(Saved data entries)
══════════

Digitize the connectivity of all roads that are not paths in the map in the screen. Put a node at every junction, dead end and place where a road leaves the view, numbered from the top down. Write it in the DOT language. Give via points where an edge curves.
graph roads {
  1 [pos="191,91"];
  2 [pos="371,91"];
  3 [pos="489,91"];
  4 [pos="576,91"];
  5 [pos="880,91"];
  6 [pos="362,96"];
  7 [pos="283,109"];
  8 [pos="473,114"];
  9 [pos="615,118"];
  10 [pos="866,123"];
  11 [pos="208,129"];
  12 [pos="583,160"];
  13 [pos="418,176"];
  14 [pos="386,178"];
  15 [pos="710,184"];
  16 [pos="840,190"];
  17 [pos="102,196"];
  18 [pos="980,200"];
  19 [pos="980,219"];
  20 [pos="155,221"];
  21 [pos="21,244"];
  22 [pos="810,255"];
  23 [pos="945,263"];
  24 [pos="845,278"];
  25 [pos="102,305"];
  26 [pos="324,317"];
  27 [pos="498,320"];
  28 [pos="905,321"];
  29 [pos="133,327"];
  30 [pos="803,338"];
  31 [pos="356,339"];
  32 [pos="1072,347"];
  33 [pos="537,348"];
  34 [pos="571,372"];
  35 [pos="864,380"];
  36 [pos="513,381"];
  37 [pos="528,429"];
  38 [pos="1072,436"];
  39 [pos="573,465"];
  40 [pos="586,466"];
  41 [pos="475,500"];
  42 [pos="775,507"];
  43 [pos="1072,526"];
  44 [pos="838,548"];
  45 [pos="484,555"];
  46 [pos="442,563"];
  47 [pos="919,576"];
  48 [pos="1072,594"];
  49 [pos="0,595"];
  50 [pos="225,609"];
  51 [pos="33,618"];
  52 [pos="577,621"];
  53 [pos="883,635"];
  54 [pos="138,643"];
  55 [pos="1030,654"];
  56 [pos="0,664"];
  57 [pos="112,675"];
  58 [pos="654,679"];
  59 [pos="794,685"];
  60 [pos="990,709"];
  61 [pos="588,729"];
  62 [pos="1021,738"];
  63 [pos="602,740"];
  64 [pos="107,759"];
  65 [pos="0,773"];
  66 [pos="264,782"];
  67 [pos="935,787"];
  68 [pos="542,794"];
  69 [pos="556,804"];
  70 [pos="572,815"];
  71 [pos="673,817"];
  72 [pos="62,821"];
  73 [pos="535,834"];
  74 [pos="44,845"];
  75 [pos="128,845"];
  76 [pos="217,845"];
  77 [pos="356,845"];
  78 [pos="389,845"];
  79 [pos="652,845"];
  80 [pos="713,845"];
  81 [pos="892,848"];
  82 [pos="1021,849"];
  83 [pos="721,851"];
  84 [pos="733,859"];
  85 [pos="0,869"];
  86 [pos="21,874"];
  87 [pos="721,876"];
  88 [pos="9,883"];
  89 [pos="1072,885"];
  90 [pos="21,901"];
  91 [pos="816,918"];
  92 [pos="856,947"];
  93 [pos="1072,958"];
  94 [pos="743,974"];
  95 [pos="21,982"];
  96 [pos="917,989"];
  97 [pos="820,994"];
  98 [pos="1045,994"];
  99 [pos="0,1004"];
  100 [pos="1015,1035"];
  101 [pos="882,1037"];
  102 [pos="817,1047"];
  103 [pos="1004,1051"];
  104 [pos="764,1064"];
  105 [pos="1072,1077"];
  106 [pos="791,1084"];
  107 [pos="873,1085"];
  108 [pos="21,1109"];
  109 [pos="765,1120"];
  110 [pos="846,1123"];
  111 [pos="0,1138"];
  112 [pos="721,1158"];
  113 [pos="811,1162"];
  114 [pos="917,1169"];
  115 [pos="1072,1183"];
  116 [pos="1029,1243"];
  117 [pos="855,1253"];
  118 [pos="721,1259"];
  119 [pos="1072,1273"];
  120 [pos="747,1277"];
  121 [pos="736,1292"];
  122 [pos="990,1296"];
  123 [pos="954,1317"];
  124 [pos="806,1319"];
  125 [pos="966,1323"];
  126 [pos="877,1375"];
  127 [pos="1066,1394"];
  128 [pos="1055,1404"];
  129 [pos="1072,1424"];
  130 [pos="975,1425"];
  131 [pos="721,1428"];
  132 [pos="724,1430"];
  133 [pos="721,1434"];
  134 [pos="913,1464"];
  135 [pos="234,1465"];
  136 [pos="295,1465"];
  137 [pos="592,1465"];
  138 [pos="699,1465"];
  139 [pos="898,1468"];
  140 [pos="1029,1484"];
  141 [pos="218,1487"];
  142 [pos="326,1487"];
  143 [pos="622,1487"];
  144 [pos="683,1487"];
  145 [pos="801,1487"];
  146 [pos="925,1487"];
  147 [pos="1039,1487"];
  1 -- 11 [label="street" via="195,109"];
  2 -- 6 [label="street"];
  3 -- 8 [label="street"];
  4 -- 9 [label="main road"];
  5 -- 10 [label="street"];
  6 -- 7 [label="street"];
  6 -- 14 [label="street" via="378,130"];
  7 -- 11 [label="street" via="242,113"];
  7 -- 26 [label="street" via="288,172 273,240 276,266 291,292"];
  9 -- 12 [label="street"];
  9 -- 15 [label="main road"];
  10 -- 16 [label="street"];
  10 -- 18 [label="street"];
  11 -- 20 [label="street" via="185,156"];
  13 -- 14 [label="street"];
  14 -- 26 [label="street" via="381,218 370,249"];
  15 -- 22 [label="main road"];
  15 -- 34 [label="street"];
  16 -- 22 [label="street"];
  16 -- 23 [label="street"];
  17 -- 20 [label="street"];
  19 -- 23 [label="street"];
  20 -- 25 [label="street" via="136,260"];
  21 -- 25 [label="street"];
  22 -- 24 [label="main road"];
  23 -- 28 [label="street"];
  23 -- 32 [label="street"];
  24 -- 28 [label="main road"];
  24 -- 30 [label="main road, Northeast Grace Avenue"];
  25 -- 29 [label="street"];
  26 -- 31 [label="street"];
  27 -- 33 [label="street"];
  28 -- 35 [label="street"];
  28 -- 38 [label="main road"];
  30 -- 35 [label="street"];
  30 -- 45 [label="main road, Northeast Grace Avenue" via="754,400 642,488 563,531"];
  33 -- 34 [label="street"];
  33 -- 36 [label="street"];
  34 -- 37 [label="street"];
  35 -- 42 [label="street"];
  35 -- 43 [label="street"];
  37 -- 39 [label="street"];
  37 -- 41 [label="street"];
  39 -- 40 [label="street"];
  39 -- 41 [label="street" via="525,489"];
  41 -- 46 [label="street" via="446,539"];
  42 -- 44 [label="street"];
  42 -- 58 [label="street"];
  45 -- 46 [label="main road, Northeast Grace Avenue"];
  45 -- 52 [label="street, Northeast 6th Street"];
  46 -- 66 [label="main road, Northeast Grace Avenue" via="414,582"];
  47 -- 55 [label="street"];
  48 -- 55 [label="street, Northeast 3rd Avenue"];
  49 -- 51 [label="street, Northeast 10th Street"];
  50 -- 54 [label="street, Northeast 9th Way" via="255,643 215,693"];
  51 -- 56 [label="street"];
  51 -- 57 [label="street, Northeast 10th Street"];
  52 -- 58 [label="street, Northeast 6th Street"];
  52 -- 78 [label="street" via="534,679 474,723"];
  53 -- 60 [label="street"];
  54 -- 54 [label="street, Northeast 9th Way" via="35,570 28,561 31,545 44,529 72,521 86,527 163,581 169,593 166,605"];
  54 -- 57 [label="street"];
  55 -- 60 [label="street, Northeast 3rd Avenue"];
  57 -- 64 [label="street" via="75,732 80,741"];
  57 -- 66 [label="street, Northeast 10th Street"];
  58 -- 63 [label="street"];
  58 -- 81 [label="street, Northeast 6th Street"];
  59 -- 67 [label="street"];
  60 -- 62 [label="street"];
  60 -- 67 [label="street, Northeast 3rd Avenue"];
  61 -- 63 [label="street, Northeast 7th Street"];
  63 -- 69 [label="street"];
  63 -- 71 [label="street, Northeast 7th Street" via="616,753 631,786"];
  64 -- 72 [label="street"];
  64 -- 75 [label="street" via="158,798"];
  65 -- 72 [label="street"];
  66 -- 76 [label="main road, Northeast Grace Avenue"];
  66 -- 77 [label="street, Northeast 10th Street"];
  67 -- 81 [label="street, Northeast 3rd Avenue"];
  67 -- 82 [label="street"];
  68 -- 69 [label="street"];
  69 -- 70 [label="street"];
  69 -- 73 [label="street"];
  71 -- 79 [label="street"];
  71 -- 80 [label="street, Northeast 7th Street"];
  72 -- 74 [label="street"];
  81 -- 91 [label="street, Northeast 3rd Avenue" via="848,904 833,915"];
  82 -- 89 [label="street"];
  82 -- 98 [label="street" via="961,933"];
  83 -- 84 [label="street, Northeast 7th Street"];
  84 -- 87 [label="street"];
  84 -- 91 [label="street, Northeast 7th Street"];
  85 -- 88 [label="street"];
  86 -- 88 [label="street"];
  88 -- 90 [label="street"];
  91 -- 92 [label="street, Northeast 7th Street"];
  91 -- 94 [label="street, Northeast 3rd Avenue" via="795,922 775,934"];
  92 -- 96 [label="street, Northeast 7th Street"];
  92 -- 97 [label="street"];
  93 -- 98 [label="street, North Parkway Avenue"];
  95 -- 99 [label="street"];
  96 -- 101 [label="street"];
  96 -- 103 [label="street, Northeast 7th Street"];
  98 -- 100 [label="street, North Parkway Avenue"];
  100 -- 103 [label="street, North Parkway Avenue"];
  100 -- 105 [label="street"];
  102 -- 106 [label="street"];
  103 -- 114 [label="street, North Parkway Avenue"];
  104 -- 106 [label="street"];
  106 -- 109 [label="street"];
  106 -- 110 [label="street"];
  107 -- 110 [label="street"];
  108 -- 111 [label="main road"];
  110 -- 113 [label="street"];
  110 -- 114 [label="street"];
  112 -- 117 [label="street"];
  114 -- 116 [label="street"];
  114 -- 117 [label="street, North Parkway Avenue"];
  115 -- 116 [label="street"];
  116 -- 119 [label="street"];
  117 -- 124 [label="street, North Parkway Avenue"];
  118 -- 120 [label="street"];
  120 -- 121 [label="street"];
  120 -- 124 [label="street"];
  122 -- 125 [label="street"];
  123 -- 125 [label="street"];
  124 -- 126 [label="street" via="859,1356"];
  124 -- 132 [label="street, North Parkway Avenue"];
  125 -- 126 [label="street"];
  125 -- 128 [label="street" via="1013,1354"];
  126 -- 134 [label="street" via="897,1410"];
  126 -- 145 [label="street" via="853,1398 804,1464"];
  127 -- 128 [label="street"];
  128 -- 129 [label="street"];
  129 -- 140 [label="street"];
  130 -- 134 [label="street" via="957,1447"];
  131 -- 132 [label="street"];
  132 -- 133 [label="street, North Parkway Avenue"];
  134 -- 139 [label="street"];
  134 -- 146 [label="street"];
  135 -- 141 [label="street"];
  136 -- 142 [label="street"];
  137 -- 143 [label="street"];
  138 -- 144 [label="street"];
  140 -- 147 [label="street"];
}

══════════

_Brief_
Every line above that holds "Grace" should be copied out.

_Solved exercise_
  24 -- 30 [label="main road, Northeast Grace Avenue"];
  30 -- 45 [label="main road, Northeast Grace Avenue" via="754,400 642,488 563,531"];
  45 -- 46 [label="main road, Northeast Grace Avenue"];
  46 -- 66 [label="main road, Northeast Grace Avenue" via="414,582"];
  66 -- 76 [label="main road, Northeast Grace Avenue"];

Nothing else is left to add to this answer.